* **What to work on**: Line filter on the word "graph": copy each matching line from the entries.

(Stored items)
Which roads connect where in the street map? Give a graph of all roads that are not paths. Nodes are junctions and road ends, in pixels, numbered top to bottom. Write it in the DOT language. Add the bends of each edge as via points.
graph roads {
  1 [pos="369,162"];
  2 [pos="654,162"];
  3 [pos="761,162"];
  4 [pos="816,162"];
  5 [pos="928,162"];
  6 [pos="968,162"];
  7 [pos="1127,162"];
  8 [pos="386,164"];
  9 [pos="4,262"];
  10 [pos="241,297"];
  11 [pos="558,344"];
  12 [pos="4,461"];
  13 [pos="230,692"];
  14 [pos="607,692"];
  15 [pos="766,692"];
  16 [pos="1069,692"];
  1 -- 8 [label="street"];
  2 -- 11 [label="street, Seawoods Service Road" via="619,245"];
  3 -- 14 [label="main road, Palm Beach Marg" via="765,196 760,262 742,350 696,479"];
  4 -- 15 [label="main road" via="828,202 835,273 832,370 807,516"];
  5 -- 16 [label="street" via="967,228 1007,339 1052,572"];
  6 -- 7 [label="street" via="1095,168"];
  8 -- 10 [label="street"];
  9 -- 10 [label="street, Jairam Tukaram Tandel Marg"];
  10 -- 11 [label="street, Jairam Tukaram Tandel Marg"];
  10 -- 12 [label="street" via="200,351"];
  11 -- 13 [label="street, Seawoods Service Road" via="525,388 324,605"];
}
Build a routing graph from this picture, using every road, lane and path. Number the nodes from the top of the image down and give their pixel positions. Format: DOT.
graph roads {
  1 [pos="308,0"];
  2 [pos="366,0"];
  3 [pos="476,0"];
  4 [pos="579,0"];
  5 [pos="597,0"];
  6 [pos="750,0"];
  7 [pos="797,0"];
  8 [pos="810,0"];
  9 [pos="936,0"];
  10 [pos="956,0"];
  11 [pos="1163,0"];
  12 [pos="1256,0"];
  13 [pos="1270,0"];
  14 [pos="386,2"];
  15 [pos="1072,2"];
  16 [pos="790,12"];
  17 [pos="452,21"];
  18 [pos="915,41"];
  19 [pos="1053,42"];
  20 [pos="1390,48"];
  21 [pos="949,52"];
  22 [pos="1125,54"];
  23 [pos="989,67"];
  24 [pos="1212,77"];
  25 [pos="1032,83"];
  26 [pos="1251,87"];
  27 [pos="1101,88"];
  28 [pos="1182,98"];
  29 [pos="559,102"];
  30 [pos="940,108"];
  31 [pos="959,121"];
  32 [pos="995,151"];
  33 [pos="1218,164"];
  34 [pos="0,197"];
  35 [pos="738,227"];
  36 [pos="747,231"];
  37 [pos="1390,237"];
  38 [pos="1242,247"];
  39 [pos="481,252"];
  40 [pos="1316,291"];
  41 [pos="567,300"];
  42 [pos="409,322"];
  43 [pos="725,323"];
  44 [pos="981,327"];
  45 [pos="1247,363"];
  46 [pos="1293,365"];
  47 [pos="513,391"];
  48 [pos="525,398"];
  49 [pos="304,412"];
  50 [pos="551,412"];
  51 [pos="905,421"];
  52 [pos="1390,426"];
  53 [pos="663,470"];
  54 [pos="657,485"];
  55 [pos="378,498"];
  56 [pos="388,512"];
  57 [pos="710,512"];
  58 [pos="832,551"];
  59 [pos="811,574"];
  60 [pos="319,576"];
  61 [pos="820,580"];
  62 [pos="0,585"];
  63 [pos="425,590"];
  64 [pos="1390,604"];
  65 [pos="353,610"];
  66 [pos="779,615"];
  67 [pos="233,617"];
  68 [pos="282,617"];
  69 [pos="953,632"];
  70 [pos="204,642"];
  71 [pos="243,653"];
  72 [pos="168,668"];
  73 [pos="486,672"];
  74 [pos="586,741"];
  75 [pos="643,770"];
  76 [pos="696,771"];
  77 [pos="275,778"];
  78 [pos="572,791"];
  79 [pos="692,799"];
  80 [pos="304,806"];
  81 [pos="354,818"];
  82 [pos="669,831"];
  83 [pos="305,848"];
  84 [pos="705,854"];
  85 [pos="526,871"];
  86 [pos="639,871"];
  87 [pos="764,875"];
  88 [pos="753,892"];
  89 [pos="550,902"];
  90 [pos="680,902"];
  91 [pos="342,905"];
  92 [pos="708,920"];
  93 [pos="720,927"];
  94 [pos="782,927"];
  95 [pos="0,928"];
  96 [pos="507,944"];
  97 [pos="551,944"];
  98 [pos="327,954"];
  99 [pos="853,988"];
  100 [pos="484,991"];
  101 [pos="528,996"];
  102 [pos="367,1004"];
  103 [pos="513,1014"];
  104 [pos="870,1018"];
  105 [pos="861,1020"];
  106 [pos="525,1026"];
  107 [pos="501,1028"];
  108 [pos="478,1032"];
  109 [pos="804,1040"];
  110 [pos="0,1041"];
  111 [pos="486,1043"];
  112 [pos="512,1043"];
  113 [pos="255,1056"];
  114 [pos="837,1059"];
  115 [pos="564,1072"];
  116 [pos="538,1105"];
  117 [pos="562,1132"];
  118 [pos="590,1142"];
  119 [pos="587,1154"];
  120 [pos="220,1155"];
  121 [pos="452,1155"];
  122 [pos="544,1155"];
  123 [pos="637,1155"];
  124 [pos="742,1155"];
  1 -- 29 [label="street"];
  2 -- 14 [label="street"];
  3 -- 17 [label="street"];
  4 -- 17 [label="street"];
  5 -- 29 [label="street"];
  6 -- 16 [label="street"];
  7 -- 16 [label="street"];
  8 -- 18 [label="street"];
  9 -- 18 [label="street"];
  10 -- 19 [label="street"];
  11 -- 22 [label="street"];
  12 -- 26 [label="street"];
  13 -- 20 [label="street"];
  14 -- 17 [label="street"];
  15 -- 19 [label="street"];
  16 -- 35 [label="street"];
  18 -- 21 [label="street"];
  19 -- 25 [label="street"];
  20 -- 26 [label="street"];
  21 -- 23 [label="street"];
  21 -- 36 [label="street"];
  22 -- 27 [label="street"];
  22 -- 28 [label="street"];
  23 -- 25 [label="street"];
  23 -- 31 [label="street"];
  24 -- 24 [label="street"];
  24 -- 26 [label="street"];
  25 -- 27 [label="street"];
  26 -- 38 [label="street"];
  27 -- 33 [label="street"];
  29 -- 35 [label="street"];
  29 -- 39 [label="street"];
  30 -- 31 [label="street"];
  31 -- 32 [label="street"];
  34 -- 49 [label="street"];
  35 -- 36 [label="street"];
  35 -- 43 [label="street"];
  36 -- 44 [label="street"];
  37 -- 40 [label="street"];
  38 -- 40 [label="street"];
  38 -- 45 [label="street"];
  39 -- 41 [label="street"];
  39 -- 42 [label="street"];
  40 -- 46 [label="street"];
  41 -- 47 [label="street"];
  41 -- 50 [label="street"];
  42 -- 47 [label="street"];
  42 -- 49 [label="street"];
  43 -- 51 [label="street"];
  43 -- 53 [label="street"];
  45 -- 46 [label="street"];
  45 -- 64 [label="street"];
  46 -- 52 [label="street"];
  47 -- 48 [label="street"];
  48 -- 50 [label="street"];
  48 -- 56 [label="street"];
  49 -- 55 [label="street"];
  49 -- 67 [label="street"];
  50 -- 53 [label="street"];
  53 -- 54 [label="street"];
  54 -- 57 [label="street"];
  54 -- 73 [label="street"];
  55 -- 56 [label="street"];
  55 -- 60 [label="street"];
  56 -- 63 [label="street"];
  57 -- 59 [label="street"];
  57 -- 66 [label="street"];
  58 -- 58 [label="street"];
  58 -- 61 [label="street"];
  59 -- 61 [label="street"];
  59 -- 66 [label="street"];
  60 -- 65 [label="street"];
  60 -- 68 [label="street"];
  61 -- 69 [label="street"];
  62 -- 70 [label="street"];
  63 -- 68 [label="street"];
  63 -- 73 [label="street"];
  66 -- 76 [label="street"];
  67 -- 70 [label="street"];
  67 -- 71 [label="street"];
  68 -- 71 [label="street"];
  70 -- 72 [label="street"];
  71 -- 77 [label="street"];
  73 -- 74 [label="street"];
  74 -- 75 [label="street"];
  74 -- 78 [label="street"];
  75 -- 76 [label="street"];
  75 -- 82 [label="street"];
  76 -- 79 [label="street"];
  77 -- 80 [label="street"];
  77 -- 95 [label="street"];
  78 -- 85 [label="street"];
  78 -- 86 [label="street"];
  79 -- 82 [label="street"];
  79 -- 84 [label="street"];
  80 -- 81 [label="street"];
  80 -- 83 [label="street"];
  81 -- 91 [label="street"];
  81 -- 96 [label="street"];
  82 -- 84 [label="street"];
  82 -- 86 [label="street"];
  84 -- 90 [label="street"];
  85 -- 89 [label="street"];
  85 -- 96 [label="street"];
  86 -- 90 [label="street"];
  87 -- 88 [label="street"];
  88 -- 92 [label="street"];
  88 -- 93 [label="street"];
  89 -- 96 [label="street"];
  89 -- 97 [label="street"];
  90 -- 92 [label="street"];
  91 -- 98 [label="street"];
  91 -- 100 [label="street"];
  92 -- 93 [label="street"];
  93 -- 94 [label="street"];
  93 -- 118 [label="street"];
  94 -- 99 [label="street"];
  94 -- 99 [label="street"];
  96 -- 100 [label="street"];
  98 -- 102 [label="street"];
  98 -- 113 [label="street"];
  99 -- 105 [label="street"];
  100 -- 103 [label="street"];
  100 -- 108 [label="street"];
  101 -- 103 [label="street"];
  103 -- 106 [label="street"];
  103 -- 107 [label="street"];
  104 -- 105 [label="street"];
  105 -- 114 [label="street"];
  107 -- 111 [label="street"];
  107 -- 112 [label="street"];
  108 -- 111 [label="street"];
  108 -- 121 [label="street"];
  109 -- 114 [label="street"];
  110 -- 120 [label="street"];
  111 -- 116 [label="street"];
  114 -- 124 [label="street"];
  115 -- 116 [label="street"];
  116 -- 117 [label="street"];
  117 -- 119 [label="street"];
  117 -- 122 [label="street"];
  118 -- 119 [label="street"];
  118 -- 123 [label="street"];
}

* **Problem solution**:
Which roads connect where in the street map? Give a graph of all roads that are not paths. Nodes are junctions and road ends, in pixels, numbered top to bottom. Write it in the DOT language. Add the bends of each edge as via points.
graph roads {
Build a routing graph from this picture, using every road, lane and path. Number the nodes from the top of the image down and give their pixel positions. Format: DOT.
graph roads {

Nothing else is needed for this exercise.